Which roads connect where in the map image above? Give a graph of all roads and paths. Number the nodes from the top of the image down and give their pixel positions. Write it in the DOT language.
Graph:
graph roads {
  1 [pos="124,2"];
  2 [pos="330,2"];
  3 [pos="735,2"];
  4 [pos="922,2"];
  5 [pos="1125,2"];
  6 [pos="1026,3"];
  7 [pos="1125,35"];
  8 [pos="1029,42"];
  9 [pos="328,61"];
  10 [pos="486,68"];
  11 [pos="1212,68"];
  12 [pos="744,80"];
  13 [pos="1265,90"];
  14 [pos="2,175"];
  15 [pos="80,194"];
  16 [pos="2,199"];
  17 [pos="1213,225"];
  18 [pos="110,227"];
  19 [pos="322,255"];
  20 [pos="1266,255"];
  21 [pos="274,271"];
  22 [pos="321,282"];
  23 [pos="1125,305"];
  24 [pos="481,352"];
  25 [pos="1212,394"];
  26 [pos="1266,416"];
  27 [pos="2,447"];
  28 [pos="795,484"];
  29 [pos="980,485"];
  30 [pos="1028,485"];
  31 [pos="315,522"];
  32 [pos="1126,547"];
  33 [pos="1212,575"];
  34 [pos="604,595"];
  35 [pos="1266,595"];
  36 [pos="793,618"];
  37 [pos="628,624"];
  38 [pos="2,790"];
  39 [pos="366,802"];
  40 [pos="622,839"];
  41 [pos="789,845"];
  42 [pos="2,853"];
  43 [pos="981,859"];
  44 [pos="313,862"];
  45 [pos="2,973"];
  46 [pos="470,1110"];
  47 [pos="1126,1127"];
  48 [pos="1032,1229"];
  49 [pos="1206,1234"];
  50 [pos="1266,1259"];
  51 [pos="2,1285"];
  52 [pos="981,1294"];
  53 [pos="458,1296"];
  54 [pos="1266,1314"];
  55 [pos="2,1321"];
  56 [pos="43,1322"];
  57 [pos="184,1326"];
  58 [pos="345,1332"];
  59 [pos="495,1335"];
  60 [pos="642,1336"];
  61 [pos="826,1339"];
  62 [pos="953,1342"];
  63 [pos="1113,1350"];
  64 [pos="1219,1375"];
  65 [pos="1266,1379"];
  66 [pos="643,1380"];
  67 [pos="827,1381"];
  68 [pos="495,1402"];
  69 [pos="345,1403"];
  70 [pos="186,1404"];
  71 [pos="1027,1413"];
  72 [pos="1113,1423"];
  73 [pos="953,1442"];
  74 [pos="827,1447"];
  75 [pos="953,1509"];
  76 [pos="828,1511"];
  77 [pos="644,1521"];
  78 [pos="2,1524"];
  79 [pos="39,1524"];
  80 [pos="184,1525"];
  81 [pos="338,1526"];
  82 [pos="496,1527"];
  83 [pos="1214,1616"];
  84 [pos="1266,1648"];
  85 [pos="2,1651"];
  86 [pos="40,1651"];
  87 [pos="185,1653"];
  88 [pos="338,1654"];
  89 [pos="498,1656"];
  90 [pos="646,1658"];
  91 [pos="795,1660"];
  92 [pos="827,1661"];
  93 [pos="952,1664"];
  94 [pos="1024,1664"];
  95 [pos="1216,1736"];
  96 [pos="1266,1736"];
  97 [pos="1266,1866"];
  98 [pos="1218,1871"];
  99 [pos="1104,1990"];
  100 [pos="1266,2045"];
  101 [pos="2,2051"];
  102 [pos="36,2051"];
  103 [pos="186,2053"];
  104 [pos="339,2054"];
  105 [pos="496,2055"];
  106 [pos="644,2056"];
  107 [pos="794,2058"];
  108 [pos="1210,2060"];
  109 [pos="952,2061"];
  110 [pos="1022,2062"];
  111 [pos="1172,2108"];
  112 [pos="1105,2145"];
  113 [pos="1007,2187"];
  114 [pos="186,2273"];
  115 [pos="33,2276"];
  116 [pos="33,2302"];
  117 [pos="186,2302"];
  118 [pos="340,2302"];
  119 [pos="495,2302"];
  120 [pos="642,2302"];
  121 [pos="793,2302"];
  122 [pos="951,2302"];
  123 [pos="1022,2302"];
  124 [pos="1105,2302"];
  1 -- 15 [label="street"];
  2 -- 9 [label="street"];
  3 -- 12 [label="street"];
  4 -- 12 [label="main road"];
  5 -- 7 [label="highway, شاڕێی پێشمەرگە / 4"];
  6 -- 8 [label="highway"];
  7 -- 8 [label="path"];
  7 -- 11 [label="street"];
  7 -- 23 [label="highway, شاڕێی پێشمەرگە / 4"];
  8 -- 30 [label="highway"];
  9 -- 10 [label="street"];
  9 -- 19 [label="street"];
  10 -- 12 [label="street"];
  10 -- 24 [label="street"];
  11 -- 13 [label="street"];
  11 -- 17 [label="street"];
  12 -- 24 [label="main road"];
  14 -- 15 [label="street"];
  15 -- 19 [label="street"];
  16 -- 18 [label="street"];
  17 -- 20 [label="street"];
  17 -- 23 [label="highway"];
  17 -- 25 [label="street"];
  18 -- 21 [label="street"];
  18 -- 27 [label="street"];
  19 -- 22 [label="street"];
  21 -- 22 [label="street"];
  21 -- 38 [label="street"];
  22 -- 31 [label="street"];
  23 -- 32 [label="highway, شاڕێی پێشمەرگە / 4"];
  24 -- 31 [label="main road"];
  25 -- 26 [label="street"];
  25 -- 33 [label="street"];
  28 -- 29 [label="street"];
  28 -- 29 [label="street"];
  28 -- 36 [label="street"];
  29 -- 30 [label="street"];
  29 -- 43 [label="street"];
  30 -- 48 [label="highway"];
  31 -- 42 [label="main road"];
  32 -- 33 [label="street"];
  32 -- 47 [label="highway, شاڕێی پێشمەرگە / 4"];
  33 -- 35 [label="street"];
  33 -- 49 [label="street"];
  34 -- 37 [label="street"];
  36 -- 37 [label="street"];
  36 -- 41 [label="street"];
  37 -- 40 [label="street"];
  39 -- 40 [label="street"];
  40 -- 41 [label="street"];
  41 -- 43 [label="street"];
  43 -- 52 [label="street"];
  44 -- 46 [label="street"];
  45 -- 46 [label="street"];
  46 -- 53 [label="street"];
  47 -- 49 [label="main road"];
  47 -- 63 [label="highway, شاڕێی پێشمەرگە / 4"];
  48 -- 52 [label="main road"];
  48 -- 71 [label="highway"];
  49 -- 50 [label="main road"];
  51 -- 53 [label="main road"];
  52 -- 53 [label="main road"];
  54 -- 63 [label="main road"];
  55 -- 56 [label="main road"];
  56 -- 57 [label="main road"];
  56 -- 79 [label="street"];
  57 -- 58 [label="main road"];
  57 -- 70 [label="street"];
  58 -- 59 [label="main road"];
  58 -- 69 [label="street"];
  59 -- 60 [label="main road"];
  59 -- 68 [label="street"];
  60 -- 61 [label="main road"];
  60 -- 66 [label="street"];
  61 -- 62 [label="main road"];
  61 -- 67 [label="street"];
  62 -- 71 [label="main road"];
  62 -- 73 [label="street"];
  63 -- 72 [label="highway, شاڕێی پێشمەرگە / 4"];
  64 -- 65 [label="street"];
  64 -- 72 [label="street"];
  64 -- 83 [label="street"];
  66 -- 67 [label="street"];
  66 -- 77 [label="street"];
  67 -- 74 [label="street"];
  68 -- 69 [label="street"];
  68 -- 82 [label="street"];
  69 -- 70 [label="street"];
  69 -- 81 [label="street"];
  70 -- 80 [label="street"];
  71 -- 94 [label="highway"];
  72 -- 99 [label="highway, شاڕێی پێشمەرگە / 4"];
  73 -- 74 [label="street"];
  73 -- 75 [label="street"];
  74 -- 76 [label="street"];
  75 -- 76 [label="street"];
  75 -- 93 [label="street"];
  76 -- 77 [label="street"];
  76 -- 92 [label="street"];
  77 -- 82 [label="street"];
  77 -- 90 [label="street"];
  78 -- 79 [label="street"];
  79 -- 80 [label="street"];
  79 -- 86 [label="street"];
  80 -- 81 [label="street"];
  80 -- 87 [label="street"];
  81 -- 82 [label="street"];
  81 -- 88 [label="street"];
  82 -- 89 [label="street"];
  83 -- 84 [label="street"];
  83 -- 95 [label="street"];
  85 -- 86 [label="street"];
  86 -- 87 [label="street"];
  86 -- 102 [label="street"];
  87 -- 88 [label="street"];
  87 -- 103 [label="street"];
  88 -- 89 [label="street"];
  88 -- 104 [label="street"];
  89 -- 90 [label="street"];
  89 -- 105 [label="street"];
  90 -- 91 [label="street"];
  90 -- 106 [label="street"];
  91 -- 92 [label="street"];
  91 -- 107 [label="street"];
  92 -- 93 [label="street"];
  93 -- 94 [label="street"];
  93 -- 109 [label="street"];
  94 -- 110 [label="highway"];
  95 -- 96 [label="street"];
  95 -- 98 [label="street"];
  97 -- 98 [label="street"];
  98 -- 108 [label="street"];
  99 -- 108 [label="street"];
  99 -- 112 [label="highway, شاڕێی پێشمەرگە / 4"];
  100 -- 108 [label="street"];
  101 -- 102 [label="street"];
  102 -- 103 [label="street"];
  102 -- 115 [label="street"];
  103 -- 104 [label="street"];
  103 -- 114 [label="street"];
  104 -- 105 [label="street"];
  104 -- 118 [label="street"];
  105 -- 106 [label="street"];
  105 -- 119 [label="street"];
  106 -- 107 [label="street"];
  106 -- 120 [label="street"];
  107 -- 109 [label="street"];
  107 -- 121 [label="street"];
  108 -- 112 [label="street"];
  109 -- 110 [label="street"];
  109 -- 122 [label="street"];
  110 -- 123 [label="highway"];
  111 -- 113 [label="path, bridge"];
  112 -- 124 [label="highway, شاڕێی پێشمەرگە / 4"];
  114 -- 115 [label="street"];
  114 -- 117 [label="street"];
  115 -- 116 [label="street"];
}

*WHAT NEEDS TO BE DONE:* Could you filter the material above and copy each line that holds the word "شاڕێی"?

*EXPECTED ANSWER:*
  5 -- 7 [label="highway, شاڕێی پێشمەرگە / 4"];
  7 -- 23 [label="highway, شاڕێی پێشمەرگە / 4"];
  23 -- 32 [label="highway, شاڕێی پێشمەرگە / 4"];
  32 -- 47 [label="highway, شاڕێی پێشمەرگە / 4"];
  47 -- 63 [label="highway, شاڕێی پێشمەرگە / 4"];
  63 -- 72 [label="highway, شاڕێی پێشمەرگە / 4"];
  72 -- 99 [label="highway, شاڕێی پێشمەرگە / 4"];
  99 -- 112 [label="highway, شاڕێی پێشمەرگە / 4"];
  112 -- 124 [label="highway, شاڕێی پێشمەرگە / 4"];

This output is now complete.